Friday, February 23, 2007

...reflection on my upcoming digital documentary...

to be honest it seems like i wont have anything to share! for the most i know how to do the construction of the project but i am still stuck on what the heck i want to do it on! first it was going to be about my aunt, then my relationship with my dad, then preparing to leave chico, and now i am debating on doing it on my boyfriend attempting to always teach me to play and have some kind of love for the game of GOLF! yuck! i cant stand the game. well its a long story of why...maybe i can start my project with that question...why do i not like the game??? is it because its boring to watch on tv, you have to walk everywhere, or is it because he got a scholarship and it made him move far away from me...

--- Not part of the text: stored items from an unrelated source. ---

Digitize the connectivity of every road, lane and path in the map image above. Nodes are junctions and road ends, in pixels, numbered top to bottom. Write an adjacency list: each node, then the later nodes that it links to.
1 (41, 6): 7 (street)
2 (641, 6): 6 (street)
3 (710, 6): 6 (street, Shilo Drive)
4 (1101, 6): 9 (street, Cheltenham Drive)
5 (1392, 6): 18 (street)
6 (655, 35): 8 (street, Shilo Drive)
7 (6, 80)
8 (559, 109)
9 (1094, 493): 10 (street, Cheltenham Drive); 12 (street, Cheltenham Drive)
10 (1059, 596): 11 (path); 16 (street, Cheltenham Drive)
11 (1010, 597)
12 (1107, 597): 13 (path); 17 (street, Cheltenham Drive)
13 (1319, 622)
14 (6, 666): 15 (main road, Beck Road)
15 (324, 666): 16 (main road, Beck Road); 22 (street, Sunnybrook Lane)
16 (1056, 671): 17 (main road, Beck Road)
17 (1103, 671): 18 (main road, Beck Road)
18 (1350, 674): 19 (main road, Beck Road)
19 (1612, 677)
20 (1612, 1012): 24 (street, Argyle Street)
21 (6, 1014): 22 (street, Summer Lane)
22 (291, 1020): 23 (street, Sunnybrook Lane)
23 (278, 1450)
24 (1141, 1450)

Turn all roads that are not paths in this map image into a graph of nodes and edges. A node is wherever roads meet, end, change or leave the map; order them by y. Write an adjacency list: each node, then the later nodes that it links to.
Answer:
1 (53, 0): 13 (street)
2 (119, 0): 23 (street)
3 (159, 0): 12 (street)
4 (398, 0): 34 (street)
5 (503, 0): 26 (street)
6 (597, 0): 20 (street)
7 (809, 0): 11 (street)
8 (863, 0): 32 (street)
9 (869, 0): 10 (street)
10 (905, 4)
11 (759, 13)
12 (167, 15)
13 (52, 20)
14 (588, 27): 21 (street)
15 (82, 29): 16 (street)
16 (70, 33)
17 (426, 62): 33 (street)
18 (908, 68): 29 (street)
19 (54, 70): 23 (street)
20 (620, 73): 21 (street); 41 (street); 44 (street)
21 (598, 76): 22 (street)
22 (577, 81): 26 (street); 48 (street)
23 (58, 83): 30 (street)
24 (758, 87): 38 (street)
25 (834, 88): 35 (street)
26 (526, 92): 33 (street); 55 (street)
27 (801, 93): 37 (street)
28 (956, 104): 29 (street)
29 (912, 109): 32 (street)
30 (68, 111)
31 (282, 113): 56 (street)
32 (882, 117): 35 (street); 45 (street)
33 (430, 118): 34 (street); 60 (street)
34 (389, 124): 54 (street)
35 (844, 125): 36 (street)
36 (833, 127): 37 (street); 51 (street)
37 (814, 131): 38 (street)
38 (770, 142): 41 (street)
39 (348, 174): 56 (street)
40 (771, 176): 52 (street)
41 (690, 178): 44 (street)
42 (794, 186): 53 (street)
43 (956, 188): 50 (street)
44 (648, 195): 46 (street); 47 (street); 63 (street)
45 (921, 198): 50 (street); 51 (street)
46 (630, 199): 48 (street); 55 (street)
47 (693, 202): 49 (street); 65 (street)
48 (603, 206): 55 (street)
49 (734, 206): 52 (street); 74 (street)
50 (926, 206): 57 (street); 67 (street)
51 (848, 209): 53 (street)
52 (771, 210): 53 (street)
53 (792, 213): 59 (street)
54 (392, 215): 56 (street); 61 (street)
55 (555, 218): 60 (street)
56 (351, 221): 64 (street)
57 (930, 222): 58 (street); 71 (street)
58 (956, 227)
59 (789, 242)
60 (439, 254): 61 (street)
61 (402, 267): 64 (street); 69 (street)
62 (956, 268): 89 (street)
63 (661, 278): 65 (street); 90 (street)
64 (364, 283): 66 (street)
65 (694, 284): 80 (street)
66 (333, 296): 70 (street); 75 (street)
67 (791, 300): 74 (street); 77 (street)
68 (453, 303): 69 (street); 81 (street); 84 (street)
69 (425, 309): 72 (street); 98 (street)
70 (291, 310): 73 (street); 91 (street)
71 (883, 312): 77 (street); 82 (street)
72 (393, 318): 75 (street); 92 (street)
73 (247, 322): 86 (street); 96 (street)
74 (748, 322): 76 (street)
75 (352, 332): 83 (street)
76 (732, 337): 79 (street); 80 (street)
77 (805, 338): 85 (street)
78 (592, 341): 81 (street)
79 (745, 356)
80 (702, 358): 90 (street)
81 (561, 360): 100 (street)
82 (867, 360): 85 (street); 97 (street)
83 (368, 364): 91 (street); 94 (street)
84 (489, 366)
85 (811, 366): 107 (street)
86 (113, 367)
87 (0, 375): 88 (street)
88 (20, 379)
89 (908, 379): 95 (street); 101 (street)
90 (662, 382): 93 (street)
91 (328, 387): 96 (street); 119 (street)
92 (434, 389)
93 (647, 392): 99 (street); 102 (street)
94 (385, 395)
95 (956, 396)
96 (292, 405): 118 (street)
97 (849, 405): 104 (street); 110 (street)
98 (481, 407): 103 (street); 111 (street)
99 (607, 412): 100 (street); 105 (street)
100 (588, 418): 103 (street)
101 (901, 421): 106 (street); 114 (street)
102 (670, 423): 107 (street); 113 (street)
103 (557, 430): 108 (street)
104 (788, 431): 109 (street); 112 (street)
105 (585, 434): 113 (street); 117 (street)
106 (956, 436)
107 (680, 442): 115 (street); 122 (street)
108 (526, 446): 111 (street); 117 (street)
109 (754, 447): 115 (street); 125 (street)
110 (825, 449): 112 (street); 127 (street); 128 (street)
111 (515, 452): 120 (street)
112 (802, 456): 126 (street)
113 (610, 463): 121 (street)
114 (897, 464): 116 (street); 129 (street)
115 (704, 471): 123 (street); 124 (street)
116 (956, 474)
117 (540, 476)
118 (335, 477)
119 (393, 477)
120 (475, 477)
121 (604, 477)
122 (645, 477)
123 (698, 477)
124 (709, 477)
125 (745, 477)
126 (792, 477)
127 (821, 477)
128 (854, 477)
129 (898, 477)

i think this project is going to push me to limits i have not yet been too...it shall be fun and it shall be challenging. maybe i should do it on making a movie and not knowing what to do it on. is that appropriate? my audience would be you guys in class and i know all of u could relate to it!

1 comment:

Ashley Wiese said...

When I was just reading your reflection I felt like you were writing about me! I have the same exact feelings for golf as you do, I dated a golfer for three years and always came in last on his list of things to do. Sometimes I wonder if I would have just learned to golf, maybe it would have made a difference for us. If you are still stuck on what to do, I would try to learn golf. I am with a new boyfriend now and that is why I am learnng how to hunt, so that we have one of his interests in common. It is kinda hard figuring out where to go with the whole hunting thing though. Good Luck with your project!